### Exercise directions
Write out every line from the listing below where the string "Elisabeth" is found.

### Dataset records
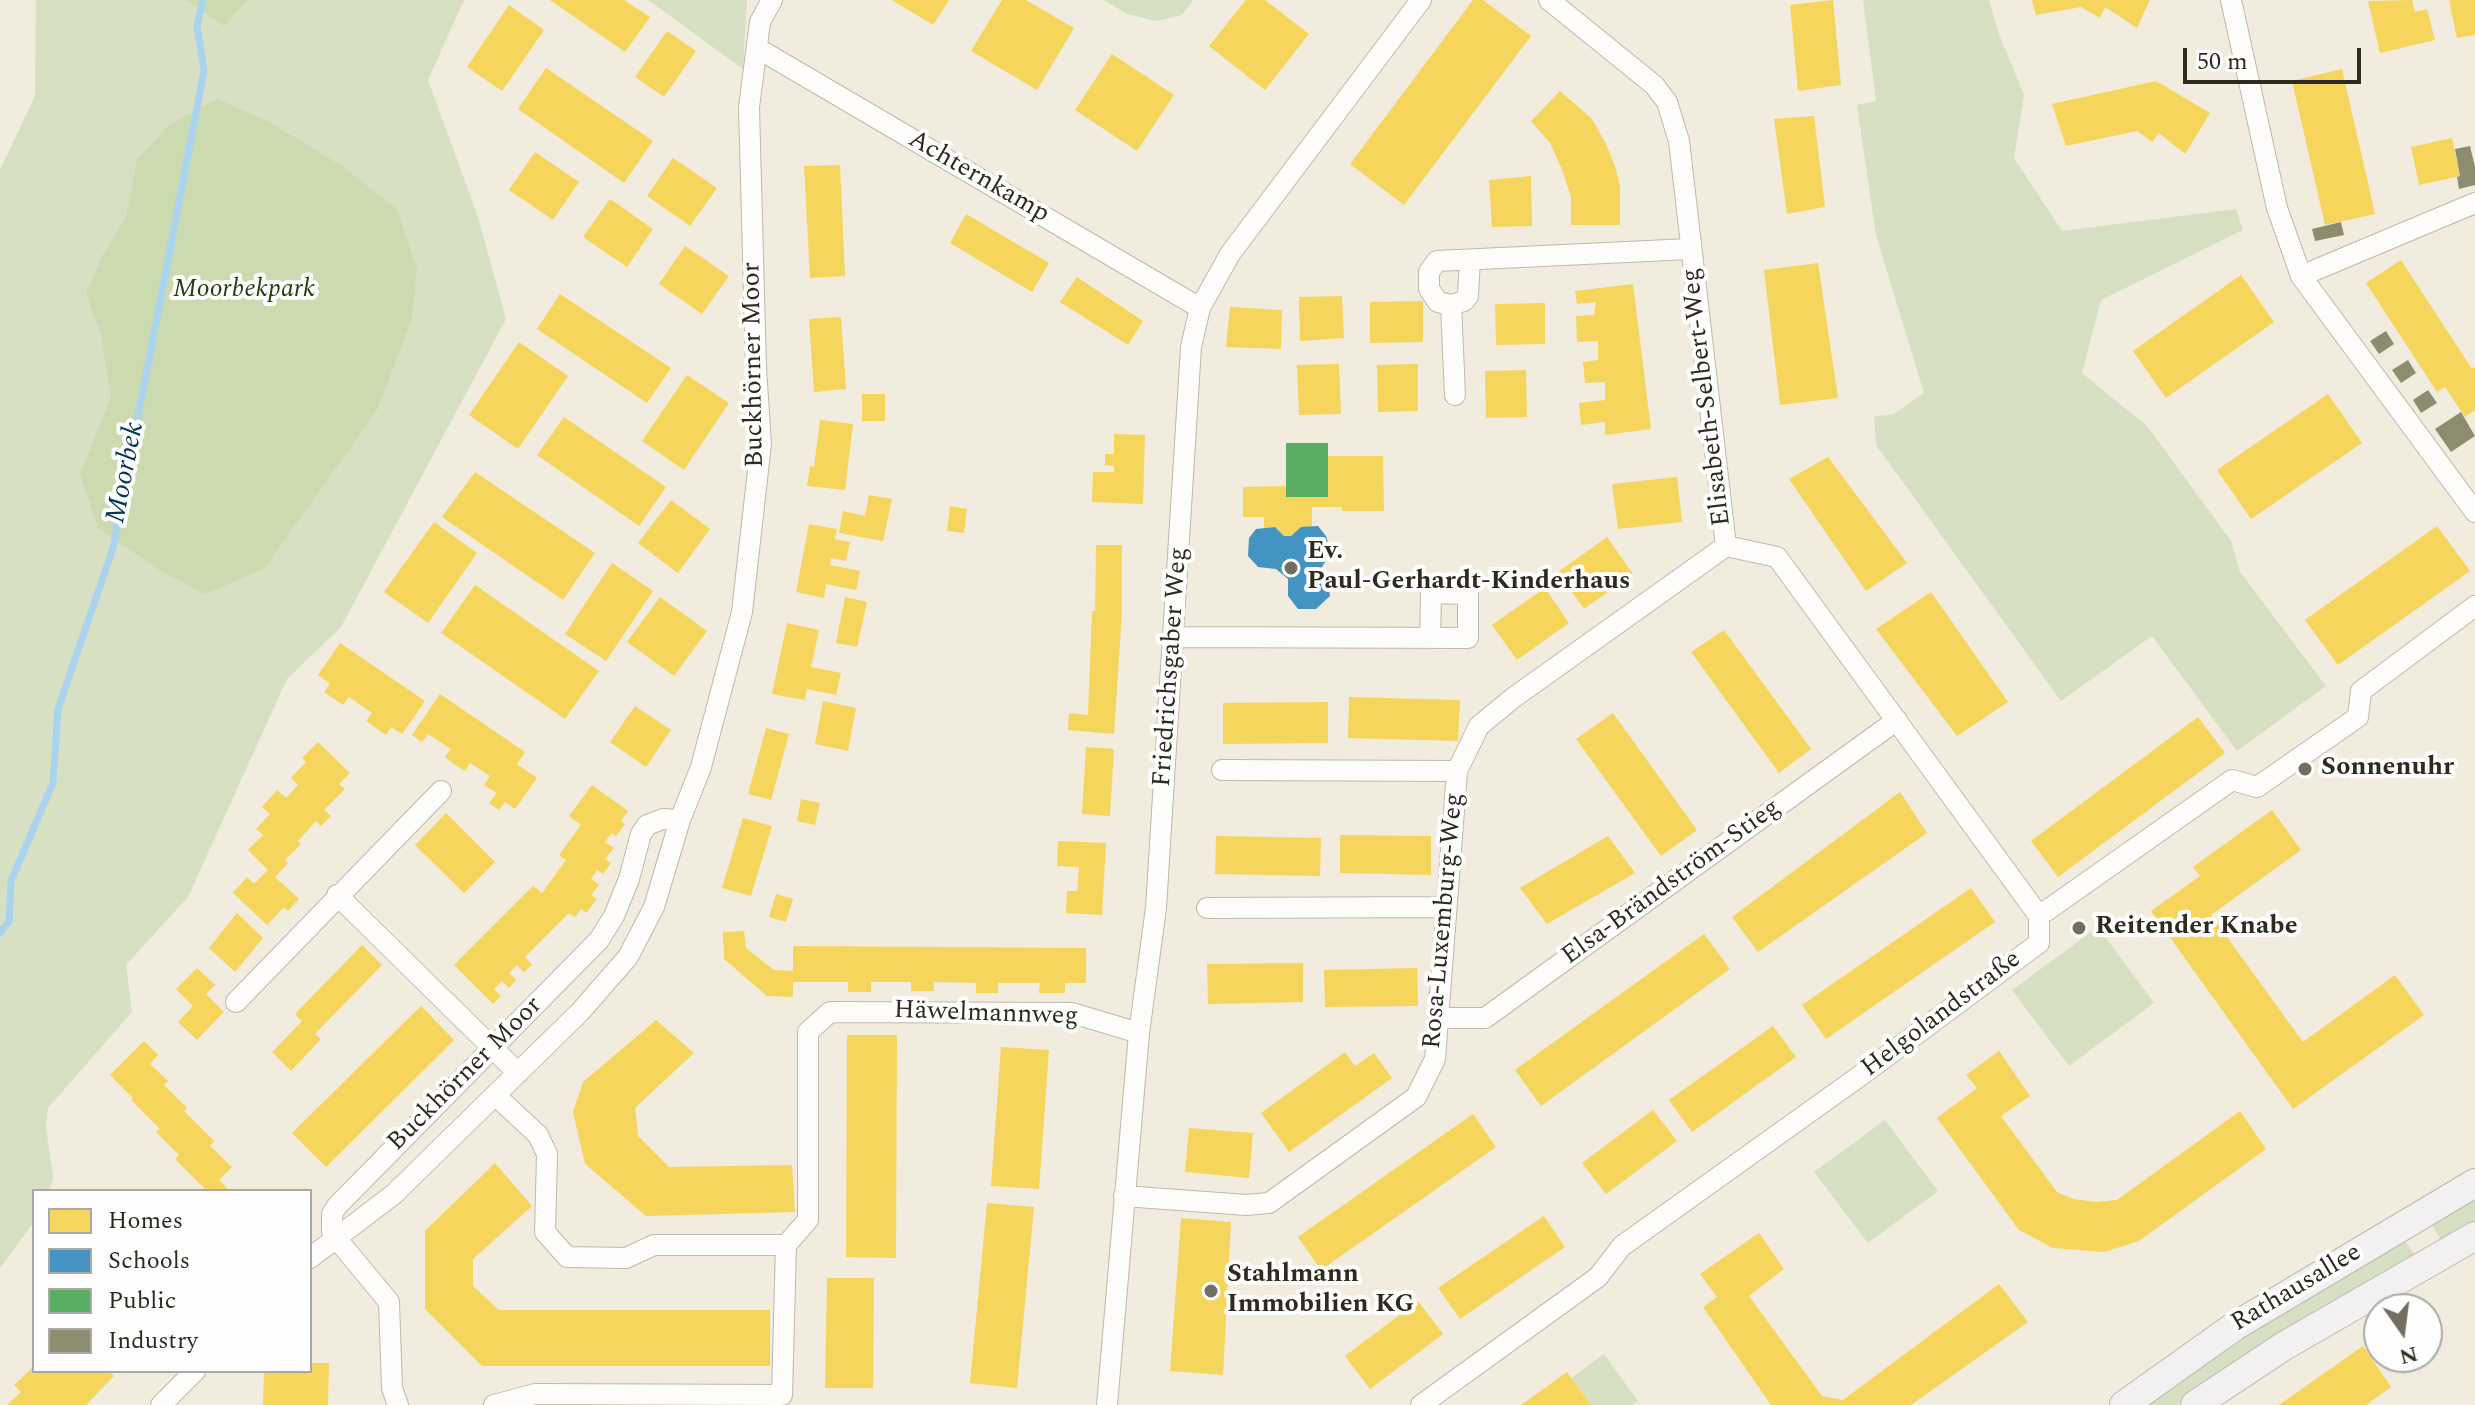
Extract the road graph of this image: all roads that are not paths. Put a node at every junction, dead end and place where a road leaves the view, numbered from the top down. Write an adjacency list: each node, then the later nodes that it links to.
1 (1421, 0): 11 (street, Friedrichsgaber Weg)
2 (1549, 0): 7 (street, Elisabeth-Selbert-Weg)
3 (2231, 0): 9 (street)
4 (768, 4): 5 (street, Buckhörner Moor)
5 (757, 48): 11 (street, Achternkamp); 22 (street, Buckhörner Moor)
6 (2475, 203): 9 (street)
7 (1690, 249): 8 (street); 14 (street, Elisabeth-Selbert-Weg)
8 (1470, 260): 10 (street); 10 (street)
9 (2301, 276): 13 (street)
10 (1451, 305): 12 (street)
11 (1200, 308): 16 (street, Friedrichsgaber Weg)
12 (1455, 395)
13 (2475, 512)
14 (1726, 546): 18 (street, Elisabeth-Selbert-Weg); 20 (street, Rosa-Luxemburg-Weg)
15 (2475, 606): 27 (street)
16 (1174, 637): 17 (street); 31 (street, Friedrichsgaber Weg)
17 (1430, 638)
18 (1897, 720): 27 (street, Elisabeth-Selbert-Weg); 30 (street, Elsa-Brändström-Stieg)
19 (1222, 770): 20 (street)
20 (1457, 771): 24 (street, Rosa-Luxemburg-Weg)
21 (441, 791): 23 (street)
22 (680, 820): 26 (street, Buckhörner Moor); 28 (street, Buckhörner Moor)
23 (337, 895): 29 (street); 32 (street)
24 (1447, 907): 25 (street); 30 (street, Rosa-Luxemburg-Weg)
25 (1207, 908)
26 (614, 916): 28 (street); 32 (street, Buckhörner Moor)
27 (2039, 916): 46 (street, Helgolandstraße)
28 (643, 931): 33 (street, Buckhörner Moor)
29 (236, 1002)
30 (1438, 1018): 36 (street, Rosa-Luxemburg-Weg)
31 (1139, 1033): 36 (street, Friedrichsgaber Weg); 39 (street, Häwelmannweg)
32 (492, 1048): 33 (street); 38 (street, Buckhörner Moor)
33 (518, 1073): 34 (street, Buckhörner Moor)
34 (495, 1095): 38 (street, Buckhörner Moor); 39 (street)
35 (2475, 1183): 47 (main road, Rathausallee)
36 (1124, 1196): 45 (street, Friedrichsgaber Weg)
37 (2475, 1236): 48 (main road, Rathausallee)
38 (336, 1238): 40 (street, Buckhörner Moor); 43 (street)
39 (786, 1245): 44 (street)
40 (312, 1256)
41 (193, 1373): 42 (street)
42 (165, 1404)
43 (398, 1405)
44 (494, 1405)
45 (1107, 1405)
46 (1421, 1405)
47 (2124, 1405)
48 (2195, 1405)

### Response area
2 (1549, 0): 7 (street, Elisabeth-Selbert-Weg)
7 (1690, 249): 8 (street); 14 (street, Elisabeth-Selbert-Weg)
14 (1726, 546): 18 (street, Elisabeth-Selbert-Weg); 20 (street, Rosa-Luxemburg-Weg)
18 (1897, 720): 27 (street, Elisabeth-Selbert-Weg); 30 (street, Elsa-Brändström-Stieg)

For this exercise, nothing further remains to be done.